She shrugs. “I wake up, usually late, and just do what I think needs to be done. Usually, if something is urgent, I do it right away.”
“Well, that’s good,” I reply uncertainly, and she nods.
Suddenly, she smiles softly, looking at me affectionately, and scoots towards me. Her gaze falls to my lips and I smile, too, as we lean in for a kiss.
Later, when she hooks up her phone to my speakers to play me some songs that she likes, I shout, “I love this band!” as the first song plays. “God, this is so good.” I start to dance, hopping up and down even though my downstairs neighbor will probably complain.
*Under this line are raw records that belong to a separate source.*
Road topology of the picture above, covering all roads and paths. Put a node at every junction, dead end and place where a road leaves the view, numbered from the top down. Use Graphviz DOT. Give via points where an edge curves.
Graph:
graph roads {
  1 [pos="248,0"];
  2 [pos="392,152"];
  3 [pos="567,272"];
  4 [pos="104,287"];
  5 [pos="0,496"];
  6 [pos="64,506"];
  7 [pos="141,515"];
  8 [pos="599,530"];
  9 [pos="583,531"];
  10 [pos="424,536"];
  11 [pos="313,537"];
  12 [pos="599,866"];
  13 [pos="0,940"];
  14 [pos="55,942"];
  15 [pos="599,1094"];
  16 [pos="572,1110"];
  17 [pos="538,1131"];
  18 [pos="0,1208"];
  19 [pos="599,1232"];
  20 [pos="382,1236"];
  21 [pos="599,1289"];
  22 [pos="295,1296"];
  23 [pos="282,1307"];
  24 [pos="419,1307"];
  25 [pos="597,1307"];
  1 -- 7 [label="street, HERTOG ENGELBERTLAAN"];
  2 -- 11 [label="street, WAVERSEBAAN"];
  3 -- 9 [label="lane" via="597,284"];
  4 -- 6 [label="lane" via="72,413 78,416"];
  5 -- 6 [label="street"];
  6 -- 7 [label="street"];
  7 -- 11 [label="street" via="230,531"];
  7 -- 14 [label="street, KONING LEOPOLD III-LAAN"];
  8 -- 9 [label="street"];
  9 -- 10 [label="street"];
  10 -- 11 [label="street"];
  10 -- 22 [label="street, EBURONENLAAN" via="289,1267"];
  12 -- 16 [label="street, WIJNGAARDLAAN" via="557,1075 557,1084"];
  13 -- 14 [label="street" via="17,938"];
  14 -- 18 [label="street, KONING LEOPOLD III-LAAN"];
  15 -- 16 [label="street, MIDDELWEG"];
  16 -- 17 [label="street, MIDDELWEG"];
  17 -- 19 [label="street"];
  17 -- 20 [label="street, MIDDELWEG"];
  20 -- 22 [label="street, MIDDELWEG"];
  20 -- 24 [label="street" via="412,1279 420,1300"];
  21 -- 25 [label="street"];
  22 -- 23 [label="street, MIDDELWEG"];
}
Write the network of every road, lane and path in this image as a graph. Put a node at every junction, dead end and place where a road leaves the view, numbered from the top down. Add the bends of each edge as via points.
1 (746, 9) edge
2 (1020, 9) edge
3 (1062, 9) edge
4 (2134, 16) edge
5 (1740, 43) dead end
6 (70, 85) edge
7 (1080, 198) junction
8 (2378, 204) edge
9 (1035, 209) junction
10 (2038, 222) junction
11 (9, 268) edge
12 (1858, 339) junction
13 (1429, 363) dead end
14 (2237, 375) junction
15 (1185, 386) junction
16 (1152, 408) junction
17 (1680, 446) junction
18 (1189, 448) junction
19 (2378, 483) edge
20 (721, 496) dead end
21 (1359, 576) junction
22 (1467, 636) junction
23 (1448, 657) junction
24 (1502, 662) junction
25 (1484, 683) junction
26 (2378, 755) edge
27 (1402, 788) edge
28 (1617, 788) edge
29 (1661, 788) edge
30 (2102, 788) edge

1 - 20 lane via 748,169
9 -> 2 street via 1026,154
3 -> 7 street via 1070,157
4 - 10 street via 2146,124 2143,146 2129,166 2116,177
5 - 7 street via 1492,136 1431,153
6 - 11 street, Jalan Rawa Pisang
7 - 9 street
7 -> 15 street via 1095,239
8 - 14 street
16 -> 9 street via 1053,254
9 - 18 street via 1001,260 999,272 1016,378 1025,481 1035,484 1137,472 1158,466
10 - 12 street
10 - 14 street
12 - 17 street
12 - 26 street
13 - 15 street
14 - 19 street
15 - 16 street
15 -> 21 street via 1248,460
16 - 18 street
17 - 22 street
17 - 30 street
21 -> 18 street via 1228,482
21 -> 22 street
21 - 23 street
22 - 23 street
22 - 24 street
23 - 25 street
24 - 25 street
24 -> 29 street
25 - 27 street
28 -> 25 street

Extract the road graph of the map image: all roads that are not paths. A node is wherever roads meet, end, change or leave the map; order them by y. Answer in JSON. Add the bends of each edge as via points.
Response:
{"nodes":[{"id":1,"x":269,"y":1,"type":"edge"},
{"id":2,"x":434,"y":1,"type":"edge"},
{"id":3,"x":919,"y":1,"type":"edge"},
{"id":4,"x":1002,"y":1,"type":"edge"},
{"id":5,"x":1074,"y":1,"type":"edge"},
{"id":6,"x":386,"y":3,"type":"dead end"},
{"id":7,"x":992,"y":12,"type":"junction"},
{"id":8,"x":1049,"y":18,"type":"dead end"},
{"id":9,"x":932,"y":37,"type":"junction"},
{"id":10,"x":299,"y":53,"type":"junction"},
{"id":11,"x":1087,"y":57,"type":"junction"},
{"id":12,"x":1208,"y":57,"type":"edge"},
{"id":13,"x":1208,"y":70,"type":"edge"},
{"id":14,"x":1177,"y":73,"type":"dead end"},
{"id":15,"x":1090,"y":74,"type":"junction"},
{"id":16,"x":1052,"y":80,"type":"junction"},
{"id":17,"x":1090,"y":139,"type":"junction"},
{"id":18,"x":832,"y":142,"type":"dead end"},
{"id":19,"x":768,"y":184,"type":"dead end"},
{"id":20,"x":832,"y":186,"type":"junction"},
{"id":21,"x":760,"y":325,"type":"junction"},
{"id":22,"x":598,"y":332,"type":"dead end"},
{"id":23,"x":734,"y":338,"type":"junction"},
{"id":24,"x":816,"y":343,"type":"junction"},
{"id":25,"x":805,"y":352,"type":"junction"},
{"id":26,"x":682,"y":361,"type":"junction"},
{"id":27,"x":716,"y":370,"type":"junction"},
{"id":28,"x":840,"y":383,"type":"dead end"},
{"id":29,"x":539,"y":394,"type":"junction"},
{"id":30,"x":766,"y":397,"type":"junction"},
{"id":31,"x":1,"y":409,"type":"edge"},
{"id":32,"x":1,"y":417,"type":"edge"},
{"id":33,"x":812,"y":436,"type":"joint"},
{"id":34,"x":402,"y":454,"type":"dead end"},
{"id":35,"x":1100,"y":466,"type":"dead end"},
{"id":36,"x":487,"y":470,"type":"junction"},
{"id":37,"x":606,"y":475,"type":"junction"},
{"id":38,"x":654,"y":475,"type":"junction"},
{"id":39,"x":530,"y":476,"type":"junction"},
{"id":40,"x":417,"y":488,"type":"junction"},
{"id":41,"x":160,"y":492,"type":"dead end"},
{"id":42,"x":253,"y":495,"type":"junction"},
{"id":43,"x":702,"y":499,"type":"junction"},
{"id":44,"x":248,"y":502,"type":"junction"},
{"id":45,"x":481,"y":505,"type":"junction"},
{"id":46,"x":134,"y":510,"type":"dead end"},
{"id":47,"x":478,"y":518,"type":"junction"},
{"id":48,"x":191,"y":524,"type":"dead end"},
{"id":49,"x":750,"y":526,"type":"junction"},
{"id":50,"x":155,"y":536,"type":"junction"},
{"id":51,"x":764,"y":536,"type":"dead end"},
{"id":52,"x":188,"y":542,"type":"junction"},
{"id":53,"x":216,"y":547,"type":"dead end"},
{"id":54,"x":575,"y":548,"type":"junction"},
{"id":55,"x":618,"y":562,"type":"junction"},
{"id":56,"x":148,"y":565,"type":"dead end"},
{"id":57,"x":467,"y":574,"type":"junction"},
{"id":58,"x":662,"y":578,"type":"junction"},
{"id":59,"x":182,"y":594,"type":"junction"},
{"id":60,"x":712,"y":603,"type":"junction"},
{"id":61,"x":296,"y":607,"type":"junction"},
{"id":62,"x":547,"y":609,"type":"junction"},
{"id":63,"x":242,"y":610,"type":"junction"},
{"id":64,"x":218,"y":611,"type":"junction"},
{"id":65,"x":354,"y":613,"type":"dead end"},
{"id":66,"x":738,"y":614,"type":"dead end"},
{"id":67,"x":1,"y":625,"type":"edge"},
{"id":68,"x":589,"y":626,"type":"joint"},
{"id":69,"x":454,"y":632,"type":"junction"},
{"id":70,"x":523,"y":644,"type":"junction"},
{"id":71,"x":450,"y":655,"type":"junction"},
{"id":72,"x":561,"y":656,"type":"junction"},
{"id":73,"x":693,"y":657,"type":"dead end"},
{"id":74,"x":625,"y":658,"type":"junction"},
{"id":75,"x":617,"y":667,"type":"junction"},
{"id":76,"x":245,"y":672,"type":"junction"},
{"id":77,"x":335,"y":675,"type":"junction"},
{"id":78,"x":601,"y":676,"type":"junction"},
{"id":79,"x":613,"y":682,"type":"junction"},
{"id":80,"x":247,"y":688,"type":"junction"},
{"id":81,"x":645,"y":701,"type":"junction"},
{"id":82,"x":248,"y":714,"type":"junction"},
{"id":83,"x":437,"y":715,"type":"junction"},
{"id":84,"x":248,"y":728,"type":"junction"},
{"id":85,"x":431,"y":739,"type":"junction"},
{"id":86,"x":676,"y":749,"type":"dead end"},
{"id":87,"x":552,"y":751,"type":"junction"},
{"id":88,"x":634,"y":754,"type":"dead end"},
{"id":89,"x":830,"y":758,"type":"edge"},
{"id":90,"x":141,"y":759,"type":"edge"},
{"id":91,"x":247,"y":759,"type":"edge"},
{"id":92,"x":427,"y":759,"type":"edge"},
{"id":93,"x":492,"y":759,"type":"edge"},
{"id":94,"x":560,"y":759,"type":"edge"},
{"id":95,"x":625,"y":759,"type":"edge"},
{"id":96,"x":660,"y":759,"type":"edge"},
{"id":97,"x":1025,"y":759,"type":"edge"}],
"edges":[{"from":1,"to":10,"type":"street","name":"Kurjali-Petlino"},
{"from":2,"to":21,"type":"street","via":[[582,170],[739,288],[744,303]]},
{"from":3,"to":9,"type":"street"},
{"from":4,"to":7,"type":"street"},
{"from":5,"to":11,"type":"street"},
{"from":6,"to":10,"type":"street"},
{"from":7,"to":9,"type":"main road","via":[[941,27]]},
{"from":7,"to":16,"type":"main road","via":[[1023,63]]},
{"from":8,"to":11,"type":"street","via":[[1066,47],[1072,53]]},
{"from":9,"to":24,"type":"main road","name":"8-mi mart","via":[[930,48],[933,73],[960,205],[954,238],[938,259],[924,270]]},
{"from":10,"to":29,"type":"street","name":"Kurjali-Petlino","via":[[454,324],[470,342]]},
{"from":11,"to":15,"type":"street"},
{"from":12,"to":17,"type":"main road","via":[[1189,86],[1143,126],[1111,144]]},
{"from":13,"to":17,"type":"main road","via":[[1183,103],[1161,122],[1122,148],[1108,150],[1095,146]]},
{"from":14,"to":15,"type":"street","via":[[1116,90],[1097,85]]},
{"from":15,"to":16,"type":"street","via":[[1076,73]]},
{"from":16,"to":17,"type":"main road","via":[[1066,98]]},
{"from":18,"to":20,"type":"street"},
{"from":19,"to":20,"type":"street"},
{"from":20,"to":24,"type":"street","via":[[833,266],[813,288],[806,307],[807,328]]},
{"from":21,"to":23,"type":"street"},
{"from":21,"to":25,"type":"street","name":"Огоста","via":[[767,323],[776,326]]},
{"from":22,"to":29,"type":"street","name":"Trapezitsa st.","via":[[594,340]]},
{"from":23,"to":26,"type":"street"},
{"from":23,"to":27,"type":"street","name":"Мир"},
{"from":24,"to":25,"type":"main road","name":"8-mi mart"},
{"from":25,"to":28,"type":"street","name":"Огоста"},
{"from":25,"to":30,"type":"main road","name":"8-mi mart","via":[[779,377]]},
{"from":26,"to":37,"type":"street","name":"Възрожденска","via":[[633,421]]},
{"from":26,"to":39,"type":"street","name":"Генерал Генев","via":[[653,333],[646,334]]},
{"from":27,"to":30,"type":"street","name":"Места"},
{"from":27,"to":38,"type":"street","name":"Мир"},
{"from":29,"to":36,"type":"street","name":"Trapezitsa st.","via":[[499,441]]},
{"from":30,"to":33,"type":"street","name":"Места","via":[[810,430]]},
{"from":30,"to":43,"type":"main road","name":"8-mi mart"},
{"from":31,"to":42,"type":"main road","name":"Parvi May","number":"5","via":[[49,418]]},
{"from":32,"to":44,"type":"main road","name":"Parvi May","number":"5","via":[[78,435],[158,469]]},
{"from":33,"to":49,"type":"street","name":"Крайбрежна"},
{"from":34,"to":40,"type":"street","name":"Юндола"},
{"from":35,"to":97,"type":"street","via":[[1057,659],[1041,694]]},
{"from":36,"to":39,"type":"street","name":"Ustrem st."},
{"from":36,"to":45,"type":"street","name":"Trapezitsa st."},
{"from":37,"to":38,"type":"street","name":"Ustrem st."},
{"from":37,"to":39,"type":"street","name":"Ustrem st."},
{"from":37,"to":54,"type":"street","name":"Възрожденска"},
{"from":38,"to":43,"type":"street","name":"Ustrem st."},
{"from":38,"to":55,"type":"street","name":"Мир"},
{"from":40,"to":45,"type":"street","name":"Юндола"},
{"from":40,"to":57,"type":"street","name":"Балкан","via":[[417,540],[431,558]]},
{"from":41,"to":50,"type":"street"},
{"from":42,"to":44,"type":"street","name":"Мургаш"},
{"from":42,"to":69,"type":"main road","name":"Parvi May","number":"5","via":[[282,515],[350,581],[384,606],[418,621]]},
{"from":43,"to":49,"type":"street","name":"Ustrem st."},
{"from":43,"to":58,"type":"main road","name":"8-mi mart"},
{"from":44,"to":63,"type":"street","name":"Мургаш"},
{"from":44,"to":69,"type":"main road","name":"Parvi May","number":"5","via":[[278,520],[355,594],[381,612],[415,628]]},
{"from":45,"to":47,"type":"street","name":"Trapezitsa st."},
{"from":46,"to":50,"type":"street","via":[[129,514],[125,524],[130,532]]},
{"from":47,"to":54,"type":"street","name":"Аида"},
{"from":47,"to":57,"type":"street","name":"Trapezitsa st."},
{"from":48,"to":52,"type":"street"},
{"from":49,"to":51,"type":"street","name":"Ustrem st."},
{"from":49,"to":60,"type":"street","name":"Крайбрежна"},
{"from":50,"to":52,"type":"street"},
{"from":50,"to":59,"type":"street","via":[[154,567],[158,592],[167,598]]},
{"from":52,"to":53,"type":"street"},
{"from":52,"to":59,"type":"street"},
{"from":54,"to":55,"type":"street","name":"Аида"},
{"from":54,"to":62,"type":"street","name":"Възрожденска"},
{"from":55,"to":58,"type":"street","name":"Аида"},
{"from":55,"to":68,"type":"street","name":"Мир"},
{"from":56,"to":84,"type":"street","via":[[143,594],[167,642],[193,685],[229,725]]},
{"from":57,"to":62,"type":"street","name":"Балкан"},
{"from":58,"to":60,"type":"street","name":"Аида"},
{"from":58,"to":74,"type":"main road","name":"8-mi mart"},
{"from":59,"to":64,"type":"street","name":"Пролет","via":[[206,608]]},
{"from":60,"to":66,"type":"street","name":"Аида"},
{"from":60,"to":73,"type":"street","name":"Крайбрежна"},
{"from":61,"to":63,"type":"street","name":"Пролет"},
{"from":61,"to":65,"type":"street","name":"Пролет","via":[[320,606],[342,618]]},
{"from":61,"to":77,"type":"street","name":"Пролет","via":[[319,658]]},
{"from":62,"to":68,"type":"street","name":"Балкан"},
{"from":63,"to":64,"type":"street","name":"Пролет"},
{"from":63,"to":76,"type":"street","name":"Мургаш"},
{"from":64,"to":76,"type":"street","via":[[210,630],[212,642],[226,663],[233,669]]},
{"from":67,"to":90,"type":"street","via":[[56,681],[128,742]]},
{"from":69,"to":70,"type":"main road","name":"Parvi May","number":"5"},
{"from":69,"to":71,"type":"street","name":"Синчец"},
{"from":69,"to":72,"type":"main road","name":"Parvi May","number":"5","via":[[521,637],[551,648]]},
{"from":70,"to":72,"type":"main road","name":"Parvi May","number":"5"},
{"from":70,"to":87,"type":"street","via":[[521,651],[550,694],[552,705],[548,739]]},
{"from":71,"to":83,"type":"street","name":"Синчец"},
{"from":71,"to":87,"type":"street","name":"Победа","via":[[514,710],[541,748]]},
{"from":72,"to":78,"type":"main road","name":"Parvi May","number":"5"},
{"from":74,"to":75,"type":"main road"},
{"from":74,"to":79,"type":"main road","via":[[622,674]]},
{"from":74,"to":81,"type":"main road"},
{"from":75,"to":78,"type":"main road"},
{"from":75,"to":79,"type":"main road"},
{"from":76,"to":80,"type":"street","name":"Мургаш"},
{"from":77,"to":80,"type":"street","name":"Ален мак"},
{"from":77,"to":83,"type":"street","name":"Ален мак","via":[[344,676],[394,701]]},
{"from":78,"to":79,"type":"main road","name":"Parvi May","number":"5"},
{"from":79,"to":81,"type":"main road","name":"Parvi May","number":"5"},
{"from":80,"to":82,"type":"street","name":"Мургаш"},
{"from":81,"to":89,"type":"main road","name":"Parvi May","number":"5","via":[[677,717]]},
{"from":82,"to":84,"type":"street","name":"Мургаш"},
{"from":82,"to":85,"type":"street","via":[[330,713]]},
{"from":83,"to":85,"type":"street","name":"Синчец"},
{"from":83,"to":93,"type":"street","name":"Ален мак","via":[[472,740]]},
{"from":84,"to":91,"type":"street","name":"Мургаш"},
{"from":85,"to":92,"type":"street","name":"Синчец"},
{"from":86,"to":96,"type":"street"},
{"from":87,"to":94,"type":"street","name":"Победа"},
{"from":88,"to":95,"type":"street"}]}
She joins me happily, taking my hands and jumping with me. My head is going up and down with the beat but I keep catching beautiful glimpses of her, smiling and full of light.
When the song is over, we fall back on the couch, tired. “Lucy, you’re a great dancer,” she says.
“Thanks. So are you,” I reply.
She takes my hand wordlessly. For a few seconds, all that we hear is the music, our breathing, and a content peace.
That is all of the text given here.